I feel like I’m in the thick of it right now. The five week old screamed at me all afternoon. Nothing I did soothed her. She even fussed while nursing and wouldn’t sleep for more than 15 minutes at a time.
My two year old ended up getting a shitty nap because she woke him up. He woke up very cranky and needed a lot of attention. Thank god for the ergo, but with her in there I’m pretty limited with what I can do with him (can’t get on the floor and play kind of thing) – but we made it work.
She is now sleeping on my husband in the ergo carrier (which brings back some not so fond memories – but you do what you gotta do) so I know I have a couple of hours.

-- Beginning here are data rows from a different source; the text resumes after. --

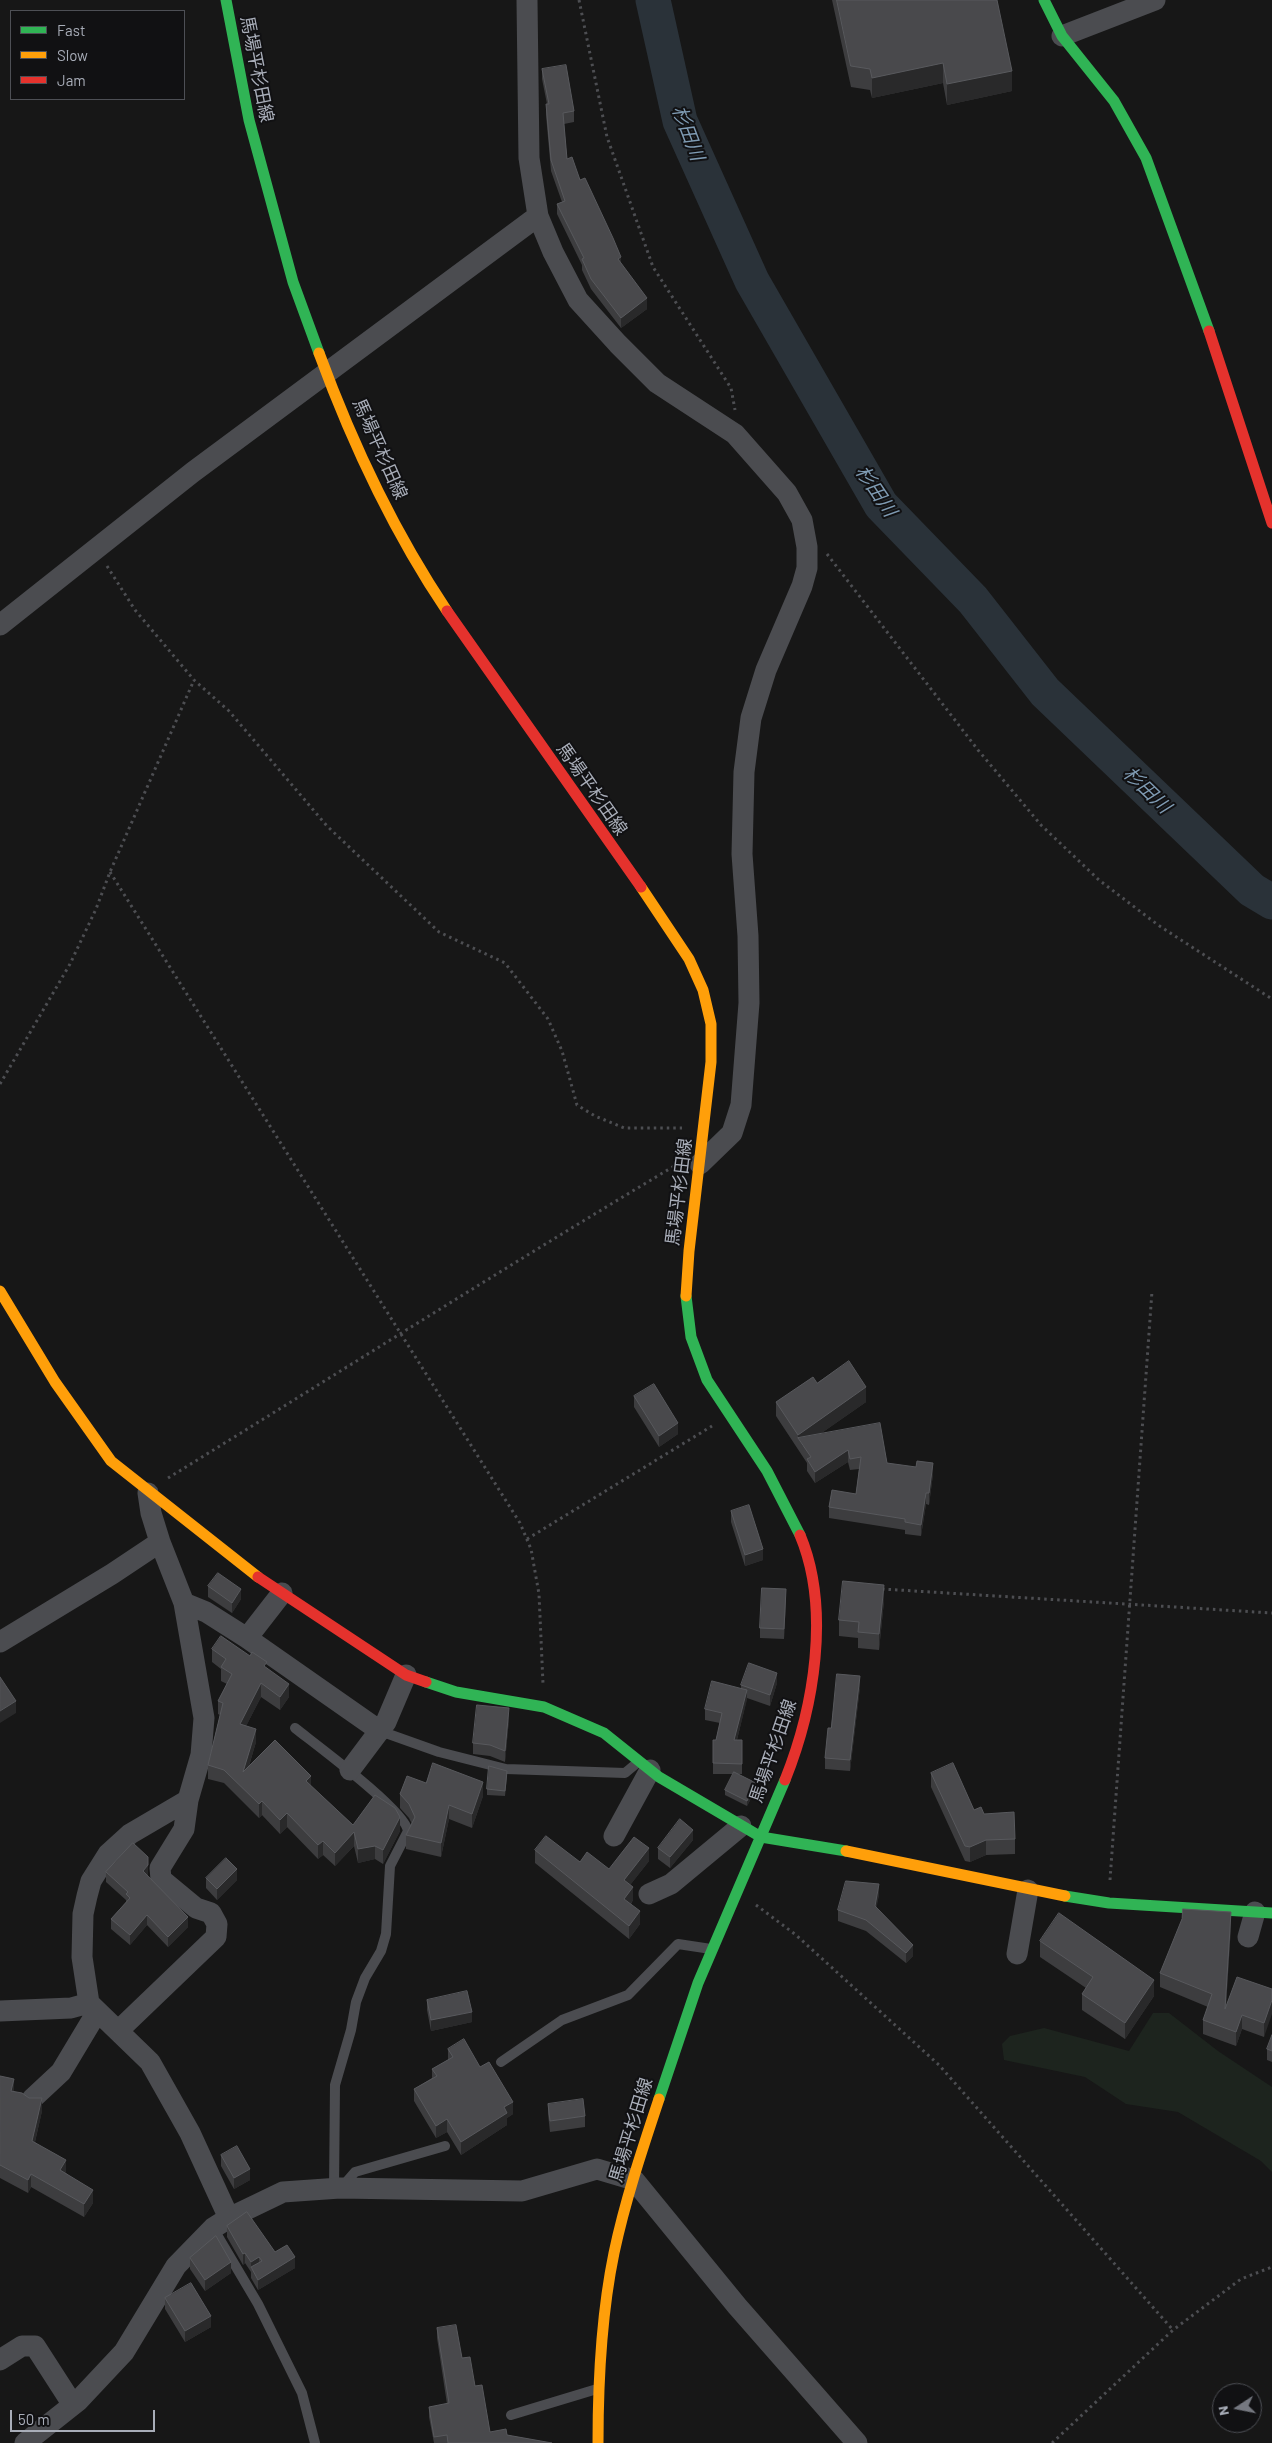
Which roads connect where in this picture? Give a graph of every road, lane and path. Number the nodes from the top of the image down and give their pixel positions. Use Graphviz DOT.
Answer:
graph roads {
  1 [pos="226,0"];
  2 [pos="527,0"];
  3 [pos="579,0"];
  4 [pos="1044,0"];
  5 [pos="1155,0"];
  6 [pos="1062,36"];
  7 [pos="538,216"];
  8 [pos="326,372"];
  9 [pos="740,442"];
  10 [pos="1272,523"];
  11 [pos="95,548"];
  12 [pos="826,552"];
  13 [pos="2,619"];
  14 [pos="194,680"];
  15 [pos="110,872"];
  16 [pos="1272,999"];
  17 [pos="0,1084"];
  18 [pos="686,1128"];
  19 [pos="700,1164"];
  20 [pos="0,1290"];
  21 [pos="1152,1291"];
  22 [pos="401,1335"];
  23 [pos="729,1415"];
  24 [pos="148,1493"];
  25 [pos="527,1539"];
  26 [pos="160,1542"];
  27 [pos="873,1588"];
  28 [pos="282,1593"];
  29 [pos="184,1603"];
  30 [pos="1130,1605"];
  31 [pos="1272,1612"];
  32 [pos="247,1638"];
  33 [pos="0,1642"];
  34 [pos="406,1674"];
  35 [pos="544,1707"];
  36 [pos="295,1728"];
  37 [pos="380,1731"];
  38 [pos="644,1766"];
  39 [pos="350,1770"];
  40 [pos="188,1800"];
  41 [pos="741,1826"];
  42 [pos="614,1836"];
  43 [pos="761,1838"];
  44 [pos="1028,1890"];
  45 [pos="738,1891"];
  46 [pos="649,1894"];
  47 [pos="1109,1903"];
  48 [pos="1264,1913"];
  49 [pos="1248,1937"];
  50 [pos="712,1949"];
  51 [pos="1016,1954"];
  52 [pos="93,2008"];
  53 [pos="0,2011"];
  54 [pos="118,2031"];
  55 [pos="501,2062"];
  56 [pos="32,2099"];
  57 [pos="445,2146"];
  58 [pos="634,2180"];
  59 [pos="337,2189"];
  60 [pos="221,2223"];
  61 [pos="1272,2267"];
  62 [pos="1173,2330"];
  63 [pos="0,2360"];
  64 [pos="598,2389"];
  65 [pos="73,2405"];
  66 [pos="511,2415"];
  67 [pos="25,2443"];
  68 [pos="315,2443"];
  69 [pos="598,2443"];
  70 [pos="857,2443"];
  71 [pos="1052,2443"];
  1 -- 8 [label="main road, 馬場平杉田線"];
  2 -- 7 [label="street"];
  3 -- 9 [label="path"];
  4 -- 6 [label="main road"];
  5 -- 6 [label="street"];
  6 -- 10 [label="main road"];
  7 -- 8 [label="street"];
  7 -- 9 [label="street"];
  8 -- 11 [label="street"];
  8 -- 19 [label="main road, 馬場平杉田線"];
  9 -- 19 [label="street"];
  11 -- 13 [label="street"];
  11 -- 14 [label="path"];
  12 -- 16 [label="path"];
  14 -- 15 [label="path"];
  14 -- 18 [label="path"];
  15 -- 17 [label="path"];
  15 -- 22 [label="path"];
  19 -- 22 [label="path"];
  19 -- 23 [label="main road, 馬場平杉田線"];
  20 -- 24 [label="main road"];
  21 -- 30 [label="path"];
  22 -- 24 [label="path"];
  22 -- 25 [label="path"];
  23 -- 25 [label="path"];
  23 -- 43 [label="main road, 馬場平杉田線"];
  24 -- 26 [label="street"];
  24 -- 28 [label="main road"];
  25 -- 35 [label="path"];
  26 -- 29 [label="street"];
  26 -- 33 [label="street"];
  27 -- 30 [label="path"];
  28 -- 32 [label="street"];
  28 -- 34 [label="main road"];
  29 -- 32 [label="street"];
  29 -- 40 [label="street"];
  30 -- 31 [label="path"];
  30 -- 47 [label="path"];
  32 -- 37 [label="street"];
  34 -- 35 [label="main road"];
  34 -- 37 [label="street"];
  35 -- 38 [label="main road"];
  36 -- 39 [label="lane"];
  37 -- 38 [label="lane"];
  37 -- 39 [label="street"];
  38 -- 41 [label="main road"];
  38 -- 42 [label="street"];
  39 -- 59 [label="lane"];
  40 -- 52 [label="street"];
  40 -- 54 [label="street"];
  41 -- 43 [label="main road"];
  41 -- 46 [label="street"];
  43 -- 44 [label="main road"];
  43 -- 45 [label="main road, 馬場平杉田線"];
  44 -- 47 [label="main road"];
  44 -- 51 [label="street"];
  45 -- 50 [label="main road, 馬場平杉田線"];
  45 -- 62 [label="path"];
  47 -- 48 [label="main road"];
  48 -- 49 [label="street"];
  50 -- 55 [label="lane"];
  50 -- 58 [label="main road, 馬場平杉田線"];
  52 -- 53 [label="street"];
  52 -- 54 [label="street"];
  52 -- 56 [label="street"];
  54 -- 60 [label="street"];
  57 -- 59 [label="lane"];
  58 -- 59 [label="street"];
  58 -- 64 [label="main road, 馬場平杉田線"];
  58 -- 70 [label="street"];
  59 -- 60 [label="street"];
  60 -- 65 [label="street"];
  60 -- 68 [label="lane"];
  61 -- 62 [label="path"];
  62 -- 71 [label="path"];
  63 -- 65 [label="street"];
  64 -- 66 [label="lane"];
  64 -- 69 [label="main road, 馬場平杉田線"];
  65 -- 67 [label="street"];
}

But, get this, my son, who is usually a great night sleeper – is now screaming his head off in his room. I went in once (which I don’t normally do) to try to soothe him and he calmed right down, but as soon as I put him back in his crib he started scream crying again.
I have had enough of the crying for one day. My nerves are seriously shot.
Did I mention I only got about three hours sleep last night?
I’m just trying to take deep breathes and remember that one bad day does not have to be any more than that. As soon as my son settles I can attempt to sleep.
I wrote before about how I fear the nights, and this is what I’m talking about. I feel the anxiety creeping up again and it scares me. I’m beginning to feel a little suffocated, but having gone through it before and knowing there is a light does help.
I just can’t handle the non stop crying. It’s so hard.
He’s still in there crying and I just want to cry. I’m so tired.